→ **Exercise details**:
Where a line of the records contains the word "edges", show that line.

(Dataset entries)

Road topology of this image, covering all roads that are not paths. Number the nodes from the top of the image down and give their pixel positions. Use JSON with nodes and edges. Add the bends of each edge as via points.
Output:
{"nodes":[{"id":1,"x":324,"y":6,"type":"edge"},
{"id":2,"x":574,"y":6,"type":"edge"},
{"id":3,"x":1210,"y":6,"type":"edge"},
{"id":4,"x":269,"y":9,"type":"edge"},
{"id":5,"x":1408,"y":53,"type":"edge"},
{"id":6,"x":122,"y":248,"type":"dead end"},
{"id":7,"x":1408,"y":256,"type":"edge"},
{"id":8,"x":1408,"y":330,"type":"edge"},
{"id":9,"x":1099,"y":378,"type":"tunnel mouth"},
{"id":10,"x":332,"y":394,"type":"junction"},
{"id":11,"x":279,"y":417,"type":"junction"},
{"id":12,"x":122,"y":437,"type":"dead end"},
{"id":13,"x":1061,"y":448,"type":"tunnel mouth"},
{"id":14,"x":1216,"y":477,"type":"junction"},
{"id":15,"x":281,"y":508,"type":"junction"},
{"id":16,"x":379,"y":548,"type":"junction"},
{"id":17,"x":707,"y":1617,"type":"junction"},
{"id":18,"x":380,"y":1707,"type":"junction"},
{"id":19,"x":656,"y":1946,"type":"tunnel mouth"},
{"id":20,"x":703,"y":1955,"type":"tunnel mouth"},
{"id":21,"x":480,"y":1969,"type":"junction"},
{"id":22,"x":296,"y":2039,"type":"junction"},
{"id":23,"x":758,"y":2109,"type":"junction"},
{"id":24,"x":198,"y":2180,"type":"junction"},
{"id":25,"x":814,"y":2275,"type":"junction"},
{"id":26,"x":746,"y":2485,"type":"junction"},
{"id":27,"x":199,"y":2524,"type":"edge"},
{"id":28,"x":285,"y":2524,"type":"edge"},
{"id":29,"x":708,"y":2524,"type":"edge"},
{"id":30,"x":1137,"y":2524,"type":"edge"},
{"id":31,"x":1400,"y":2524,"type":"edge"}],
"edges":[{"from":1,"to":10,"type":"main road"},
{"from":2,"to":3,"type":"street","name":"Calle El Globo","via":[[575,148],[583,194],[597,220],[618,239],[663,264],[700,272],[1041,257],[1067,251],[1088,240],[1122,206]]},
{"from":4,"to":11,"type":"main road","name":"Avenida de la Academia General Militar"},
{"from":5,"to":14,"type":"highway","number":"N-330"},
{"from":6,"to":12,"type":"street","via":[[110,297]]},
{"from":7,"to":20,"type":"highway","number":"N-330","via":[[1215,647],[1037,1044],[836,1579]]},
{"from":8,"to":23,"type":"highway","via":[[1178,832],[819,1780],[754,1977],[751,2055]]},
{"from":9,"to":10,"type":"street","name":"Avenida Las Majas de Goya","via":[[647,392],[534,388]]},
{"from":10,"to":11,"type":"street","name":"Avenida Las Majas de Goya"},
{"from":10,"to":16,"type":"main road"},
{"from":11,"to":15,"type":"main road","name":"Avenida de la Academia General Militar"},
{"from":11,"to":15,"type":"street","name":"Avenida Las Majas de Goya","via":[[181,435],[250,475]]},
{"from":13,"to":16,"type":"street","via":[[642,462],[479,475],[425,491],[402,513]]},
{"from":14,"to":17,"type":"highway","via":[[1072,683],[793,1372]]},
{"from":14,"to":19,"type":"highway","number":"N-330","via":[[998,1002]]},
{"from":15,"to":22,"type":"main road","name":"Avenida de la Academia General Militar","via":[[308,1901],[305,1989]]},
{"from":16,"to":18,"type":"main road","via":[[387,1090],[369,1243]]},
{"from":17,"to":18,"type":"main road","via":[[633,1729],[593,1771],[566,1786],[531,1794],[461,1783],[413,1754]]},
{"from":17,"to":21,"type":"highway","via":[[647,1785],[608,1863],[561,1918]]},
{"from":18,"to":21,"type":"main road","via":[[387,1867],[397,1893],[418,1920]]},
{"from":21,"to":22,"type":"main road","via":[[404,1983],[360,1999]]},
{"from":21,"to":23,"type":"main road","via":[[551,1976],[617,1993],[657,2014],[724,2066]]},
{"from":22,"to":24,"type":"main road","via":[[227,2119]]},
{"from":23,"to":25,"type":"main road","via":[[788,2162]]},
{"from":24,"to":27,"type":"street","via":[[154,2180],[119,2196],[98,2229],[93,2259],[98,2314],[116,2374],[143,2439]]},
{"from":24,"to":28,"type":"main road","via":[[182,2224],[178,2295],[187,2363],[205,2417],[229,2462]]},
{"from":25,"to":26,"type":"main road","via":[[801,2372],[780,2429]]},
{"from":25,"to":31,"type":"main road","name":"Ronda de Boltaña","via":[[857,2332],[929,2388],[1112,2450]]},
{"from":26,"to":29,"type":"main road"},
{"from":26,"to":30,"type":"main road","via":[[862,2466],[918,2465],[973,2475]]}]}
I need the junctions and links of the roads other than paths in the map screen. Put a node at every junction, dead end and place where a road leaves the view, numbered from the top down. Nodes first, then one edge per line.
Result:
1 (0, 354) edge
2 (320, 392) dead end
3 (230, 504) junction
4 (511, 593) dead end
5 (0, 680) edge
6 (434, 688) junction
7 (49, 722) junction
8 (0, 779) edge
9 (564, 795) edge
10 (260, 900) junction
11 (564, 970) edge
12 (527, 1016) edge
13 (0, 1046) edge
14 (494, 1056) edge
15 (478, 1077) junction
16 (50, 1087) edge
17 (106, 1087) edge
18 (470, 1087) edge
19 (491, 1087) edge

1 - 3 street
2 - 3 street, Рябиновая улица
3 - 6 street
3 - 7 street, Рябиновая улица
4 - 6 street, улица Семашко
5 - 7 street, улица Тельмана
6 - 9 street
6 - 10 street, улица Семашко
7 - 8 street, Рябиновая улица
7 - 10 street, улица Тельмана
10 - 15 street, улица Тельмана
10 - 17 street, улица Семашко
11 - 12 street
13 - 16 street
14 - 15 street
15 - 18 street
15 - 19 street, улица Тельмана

→ **Reply**:
Road topology of this image, covering all roads that are not paths. Number the nodes from the top of the image down and give their pixel positions. Use JSON with nodes and edges. Add the bends of each edge as via points.
"edges":[{"from":1,"to":10,"type":"main road"},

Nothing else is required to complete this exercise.